“Solo se un bambino ha sperimentato abbastanza la sicurezza sempre uguale e costante, ripetuta nel tempo prevedibile e certa come le onde del mare o la stella polare, riuscirà a sentirsi sicuro anche davanti all’incertezza dei cambiamenti” (Alba Marcoli).
Quotidianamente i mass media parlano di violenza domestica, pochi, però, a livello socio-culturale ed istituzionale mettono in evidenza il dramma che colpisce gli adulti mentre sullo sfondo o in penombra resta quello dell’infanzia. L’immagine che si ha è di un bambino che chiude gli occhi, si tappa le orecchie e si nasconde per proteggersi, ma purtroppo invisibile al mondo degli adulti, che presi dalla loro conflittualità non prestano attenzione alle necessità del figlio, che viene coinvolto nelle relazioni distorte fra i genitori.
I genitori sono scarsamente coscienti delle implicazioni che la violenza domestica ha sui figli ed hanno una percezione irrealistica rispetto a quanto i figli vedono, sentono e percepiscono.

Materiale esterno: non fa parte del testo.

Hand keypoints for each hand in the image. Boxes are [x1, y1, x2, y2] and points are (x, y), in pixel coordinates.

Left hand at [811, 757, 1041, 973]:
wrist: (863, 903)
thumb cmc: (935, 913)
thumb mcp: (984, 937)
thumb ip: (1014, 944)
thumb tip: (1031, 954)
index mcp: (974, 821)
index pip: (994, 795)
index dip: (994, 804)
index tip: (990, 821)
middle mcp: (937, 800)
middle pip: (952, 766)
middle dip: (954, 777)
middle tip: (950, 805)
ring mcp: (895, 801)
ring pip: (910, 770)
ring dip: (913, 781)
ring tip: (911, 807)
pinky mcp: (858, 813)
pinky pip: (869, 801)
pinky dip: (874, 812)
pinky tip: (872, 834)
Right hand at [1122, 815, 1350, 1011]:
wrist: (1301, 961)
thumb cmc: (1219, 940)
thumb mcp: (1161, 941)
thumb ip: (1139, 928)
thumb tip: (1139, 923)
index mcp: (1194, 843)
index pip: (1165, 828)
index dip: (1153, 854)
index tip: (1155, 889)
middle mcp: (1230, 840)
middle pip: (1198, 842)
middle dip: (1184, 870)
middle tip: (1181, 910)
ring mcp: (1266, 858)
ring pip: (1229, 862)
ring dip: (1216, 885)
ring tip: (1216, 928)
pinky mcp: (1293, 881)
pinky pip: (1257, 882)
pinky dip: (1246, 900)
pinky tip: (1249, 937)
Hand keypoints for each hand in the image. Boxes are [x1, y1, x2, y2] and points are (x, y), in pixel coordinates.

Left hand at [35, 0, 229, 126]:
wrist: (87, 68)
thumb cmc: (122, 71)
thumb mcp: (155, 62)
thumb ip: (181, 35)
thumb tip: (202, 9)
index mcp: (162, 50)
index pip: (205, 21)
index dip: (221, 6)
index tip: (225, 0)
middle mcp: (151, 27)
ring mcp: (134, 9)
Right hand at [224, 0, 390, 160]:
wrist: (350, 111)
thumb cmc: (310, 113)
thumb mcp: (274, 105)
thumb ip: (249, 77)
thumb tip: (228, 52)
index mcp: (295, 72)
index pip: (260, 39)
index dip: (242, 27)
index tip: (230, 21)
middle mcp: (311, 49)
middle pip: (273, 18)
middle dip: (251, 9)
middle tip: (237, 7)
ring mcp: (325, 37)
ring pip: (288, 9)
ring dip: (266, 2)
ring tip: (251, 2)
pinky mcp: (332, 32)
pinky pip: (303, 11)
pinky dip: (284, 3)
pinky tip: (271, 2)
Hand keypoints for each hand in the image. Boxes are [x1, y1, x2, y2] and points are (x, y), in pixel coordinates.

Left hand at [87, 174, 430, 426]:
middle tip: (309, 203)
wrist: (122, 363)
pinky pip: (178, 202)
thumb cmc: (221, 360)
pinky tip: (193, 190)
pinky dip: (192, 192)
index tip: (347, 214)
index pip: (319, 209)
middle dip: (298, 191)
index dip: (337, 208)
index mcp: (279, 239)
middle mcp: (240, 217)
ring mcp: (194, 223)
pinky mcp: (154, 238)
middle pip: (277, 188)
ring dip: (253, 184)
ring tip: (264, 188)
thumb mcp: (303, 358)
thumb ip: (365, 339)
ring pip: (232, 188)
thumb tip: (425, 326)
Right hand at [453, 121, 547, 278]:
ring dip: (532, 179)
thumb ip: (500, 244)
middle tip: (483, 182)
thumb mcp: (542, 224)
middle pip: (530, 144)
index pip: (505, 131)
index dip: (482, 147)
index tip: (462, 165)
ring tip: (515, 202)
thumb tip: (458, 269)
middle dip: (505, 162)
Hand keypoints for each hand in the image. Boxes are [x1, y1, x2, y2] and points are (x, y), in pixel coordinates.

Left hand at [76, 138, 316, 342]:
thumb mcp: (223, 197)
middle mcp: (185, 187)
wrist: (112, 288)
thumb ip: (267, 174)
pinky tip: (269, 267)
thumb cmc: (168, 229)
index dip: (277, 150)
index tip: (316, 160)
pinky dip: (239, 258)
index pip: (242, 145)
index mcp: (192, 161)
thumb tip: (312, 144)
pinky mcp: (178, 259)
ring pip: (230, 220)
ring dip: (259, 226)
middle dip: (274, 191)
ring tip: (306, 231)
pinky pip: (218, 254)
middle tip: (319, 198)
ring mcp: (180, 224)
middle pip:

Parliamo di violenza assistita intrafamiliare. Essa viene definita dal CISMAI (Coordinamento italiano dei Servizi contro il Maltrattamento e l’abuso all’infanzia) come “il fare esperienza da parte dei bambini di qualsiasi forma di maltrattamento compiuta su figure di riferimento e affettivamente significative”.
Non ci sono segni fisici, ma i suoi effetti sono devastanti sul loro sviluppo fisico, cognitivo e comportamentale. Può essere:
– diretta quando i figli assistono direttamente alle forme di abuso;
– indiretta quando sono a conoscenza di tali situazioni senza assistere.
Differenti sono le forme di violenza come: fisica (botte, spinte, schiaffi diretti da un genitore verso l’altro); verbale (minacce, intimidazioni); psicologica tramite ricatti affettivi, indifferenza, svalutazione, denigrazione; sessuale; economica, realizzata tramite l’impossibilità di accedere a conti bancari, di disposizione di denaro.
I bambini, così, diventano testimoni di un conflitto che non li riguarda, incassano tutta l’ostilità destinata all’altro genitore. In loro prevale un vuoto fatto di privazioni affettive e vessazioni e non una famiglia in cui trovare amore e sostegno.
La violenza assistita provoca un intorpidimento emotivo. Convivono con paura, rabbia, ostilità angoscia, sensi di colpa, insicurezza; non si sentono mai al sicuro, ma impotenti e spesso responsabili degli scontri. Sono tenuti a mantenere il segreto della famiglia.
Il bambino, inoltre, sperimenta anche una distorsione delle relazioni familiari improntate sulla sopraffazione e sul potere. La paura diventa un’emozione costante nell’esperienza del bambino che viene completamente coinvolto, mettendolo in uno stato di allerta e di ansia, a tal punto da diventare totalizzante e occupare la sua mente anche quando non è in famiglia. Può provocare anche disturbi del comportamento tra cui l’isolamento, la depressione, l’impulsività, l’aggressività, difficoltà di relazioni, ripetizione di comportamenti violenti e l’incapacità ad avere fiducia non solo in se stessi ma anche nelle figure adulte ed in futuro nella società.
Cari genitori, non litigate, non fate la guerra! Se avete problemi non usate la violenza, ma dialogate senza prevaricare l’uno sull’altro. Cercate di comprendere che i figli hanno il diritto di vivere in un contesto sano, armonioso e non lesivo del loro sviluppo psico-emotivo.